NigComSat-1 was a Nigerian communication satellite. The initial contract to build the satellite was signed in 2004. It was launched in China by Nasrda and became the third African geosynchronous communication satellite, when it was launched at 16:01 UTC on 13 May 2007, aboard a Chinese Long March 3B carrier rocket, from the Xichang Satellite Launch Centre in China. The spacecraft was operated by Nigerian Communications Satellite Ltd (NIGCOMSAT). On November 11, 2008, NigComSat-1 failed in orbit after running out of power due to an anomaly in its solar array.

==Launch==
The satellite, which is the third Nigerian satellite to be placed into orbit, was launched into a geosynchronous transfer orbit and subsequently it was successfully inserted into a geosynchronous orbit, positioned at 42.5^{o}E. It had a launch mass of 5,150 kg, and had an expected service life of 15 years.

==Specifications==
It was based on the Chinese DFH-4 satellite bus, and carries a variety of transponders:
- 4 C band
- 14
- 8
- 2 L band

Its design was to provide coverage to many parts of Africa on C-band and Ku-band, a global navigation beam on L-band and the Ka-band transponders with spot beams over Nigeria, South Africa and Europe.

==China's satellite export business==
NigcomSat-1 represented a milestone for China's satellite export business. For the first time the China Great Wall Industry Corporation provided all aspects of in-orbit delivery of a satellite to an international customer.
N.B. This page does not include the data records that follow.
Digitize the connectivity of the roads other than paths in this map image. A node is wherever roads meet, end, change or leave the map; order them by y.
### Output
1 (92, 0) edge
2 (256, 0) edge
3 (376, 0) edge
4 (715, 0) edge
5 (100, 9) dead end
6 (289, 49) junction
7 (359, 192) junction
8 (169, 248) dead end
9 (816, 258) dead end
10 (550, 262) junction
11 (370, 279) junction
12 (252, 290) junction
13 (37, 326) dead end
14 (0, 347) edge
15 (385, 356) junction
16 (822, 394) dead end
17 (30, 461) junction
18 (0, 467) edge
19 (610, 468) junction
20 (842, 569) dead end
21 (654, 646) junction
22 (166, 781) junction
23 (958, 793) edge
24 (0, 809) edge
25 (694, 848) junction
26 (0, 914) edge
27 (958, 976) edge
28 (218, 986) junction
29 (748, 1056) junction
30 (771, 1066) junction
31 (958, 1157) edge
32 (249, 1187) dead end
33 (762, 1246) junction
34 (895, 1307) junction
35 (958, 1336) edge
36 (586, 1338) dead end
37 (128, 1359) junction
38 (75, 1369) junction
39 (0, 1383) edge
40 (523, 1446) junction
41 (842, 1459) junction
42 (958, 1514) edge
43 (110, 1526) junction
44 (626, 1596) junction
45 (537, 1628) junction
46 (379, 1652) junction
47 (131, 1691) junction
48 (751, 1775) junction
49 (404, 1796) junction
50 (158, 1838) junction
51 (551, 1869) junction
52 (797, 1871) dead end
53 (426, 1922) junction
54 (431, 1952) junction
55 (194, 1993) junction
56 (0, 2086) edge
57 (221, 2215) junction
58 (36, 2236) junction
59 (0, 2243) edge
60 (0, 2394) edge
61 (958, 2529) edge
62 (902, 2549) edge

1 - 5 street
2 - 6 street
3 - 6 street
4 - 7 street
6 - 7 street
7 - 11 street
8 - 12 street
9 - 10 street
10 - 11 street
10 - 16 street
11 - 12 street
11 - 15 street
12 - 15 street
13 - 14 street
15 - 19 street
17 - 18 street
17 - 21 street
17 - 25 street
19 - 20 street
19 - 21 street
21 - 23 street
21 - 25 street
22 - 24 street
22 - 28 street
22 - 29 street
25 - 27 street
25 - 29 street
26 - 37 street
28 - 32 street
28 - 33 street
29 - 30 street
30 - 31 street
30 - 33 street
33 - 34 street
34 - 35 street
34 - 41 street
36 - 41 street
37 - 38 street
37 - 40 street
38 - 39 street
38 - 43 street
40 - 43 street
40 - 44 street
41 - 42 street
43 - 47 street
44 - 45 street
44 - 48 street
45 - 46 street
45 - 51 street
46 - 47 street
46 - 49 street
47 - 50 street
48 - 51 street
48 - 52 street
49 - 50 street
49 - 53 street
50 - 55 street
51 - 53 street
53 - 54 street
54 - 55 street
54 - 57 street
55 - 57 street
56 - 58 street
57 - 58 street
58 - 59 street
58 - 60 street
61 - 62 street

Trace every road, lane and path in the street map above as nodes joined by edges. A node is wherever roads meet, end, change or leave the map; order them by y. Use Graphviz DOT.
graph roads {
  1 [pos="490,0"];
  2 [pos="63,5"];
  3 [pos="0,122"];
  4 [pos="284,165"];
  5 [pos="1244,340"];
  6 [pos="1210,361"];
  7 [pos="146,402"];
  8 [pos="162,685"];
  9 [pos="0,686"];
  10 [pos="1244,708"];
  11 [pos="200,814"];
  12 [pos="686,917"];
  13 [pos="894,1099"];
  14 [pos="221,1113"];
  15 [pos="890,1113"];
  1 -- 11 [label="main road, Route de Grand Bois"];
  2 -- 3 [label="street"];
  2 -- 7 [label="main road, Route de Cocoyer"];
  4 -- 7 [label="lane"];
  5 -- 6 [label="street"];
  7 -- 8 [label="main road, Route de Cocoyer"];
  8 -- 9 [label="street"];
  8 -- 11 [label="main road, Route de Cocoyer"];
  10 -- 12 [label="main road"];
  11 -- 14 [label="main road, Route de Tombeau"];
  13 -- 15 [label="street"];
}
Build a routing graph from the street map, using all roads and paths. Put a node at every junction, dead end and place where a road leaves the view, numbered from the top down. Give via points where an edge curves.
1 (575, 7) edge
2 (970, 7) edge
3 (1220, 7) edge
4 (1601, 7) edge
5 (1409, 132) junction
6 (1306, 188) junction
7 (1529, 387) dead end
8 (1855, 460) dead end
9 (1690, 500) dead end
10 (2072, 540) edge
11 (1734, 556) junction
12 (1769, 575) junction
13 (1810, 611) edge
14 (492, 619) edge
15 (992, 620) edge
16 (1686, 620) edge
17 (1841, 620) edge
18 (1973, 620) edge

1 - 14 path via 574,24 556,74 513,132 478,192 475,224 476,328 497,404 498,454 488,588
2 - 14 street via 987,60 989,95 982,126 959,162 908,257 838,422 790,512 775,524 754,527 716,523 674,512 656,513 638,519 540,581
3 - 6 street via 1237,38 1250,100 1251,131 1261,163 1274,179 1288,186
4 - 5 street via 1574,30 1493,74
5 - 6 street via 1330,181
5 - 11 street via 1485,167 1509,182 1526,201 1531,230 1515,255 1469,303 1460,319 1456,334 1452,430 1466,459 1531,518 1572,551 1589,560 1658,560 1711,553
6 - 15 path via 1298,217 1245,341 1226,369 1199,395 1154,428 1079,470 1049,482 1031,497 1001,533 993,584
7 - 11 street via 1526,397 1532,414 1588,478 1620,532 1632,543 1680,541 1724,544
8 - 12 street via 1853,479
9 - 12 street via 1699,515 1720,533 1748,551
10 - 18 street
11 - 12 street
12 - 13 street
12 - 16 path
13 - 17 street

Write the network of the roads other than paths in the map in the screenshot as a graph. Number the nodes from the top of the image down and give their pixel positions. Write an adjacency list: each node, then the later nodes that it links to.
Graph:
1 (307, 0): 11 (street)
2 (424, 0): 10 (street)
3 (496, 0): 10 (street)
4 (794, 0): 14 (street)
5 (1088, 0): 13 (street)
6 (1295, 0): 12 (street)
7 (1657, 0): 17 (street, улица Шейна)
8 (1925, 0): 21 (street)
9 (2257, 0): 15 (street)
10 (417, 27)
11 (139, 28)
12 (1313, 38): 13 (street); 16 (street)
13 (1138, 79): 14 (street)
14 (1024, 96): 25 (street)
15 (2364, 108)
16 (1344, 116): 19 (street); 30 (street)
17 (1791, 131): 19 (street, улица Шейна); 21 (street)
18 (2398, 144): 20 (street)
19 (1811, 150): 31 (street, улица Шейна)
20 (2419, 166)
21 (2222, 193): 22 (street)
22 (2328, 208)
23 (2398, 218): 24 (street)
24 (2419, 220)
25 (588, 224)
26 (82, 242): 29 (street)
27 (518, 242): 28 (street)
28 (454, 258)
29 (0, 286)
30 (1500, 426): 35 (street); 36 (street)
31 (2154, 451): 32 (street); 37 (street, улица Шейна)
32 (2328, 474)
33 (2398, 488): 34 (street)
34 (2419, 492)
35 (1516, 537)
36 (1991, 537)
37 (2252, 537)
This included satellite manufacture, launch services, ground station construction, project financing, insurance and training.

==Failure and replacement==
On 10 November 2008 (0900 UTC), the satellite was reportedly switched off for analysis and to avoid a possible collision with other satellites. According to Nigerian Communications Satellite Limited, it was put into "emergency mode operation in order to effect mitigation and repairs". The satellite eventually failed after losing power on 11 November 2008.

On March 24, 2009, the Nigerian Federal Ministry of Science and Technology, NigComSat Ltd. and CGWIC signed a further contract for the in-orbit delivery of the NigComSat-1R satellite. NigComSat-1R also uses the DFH-4 satellite platform with improvements over the previous satellite, and was delivered in the fourth quarter of 2011 as a replacement for the failed NigComSat-1. It was successfully launched on December 19, 2011.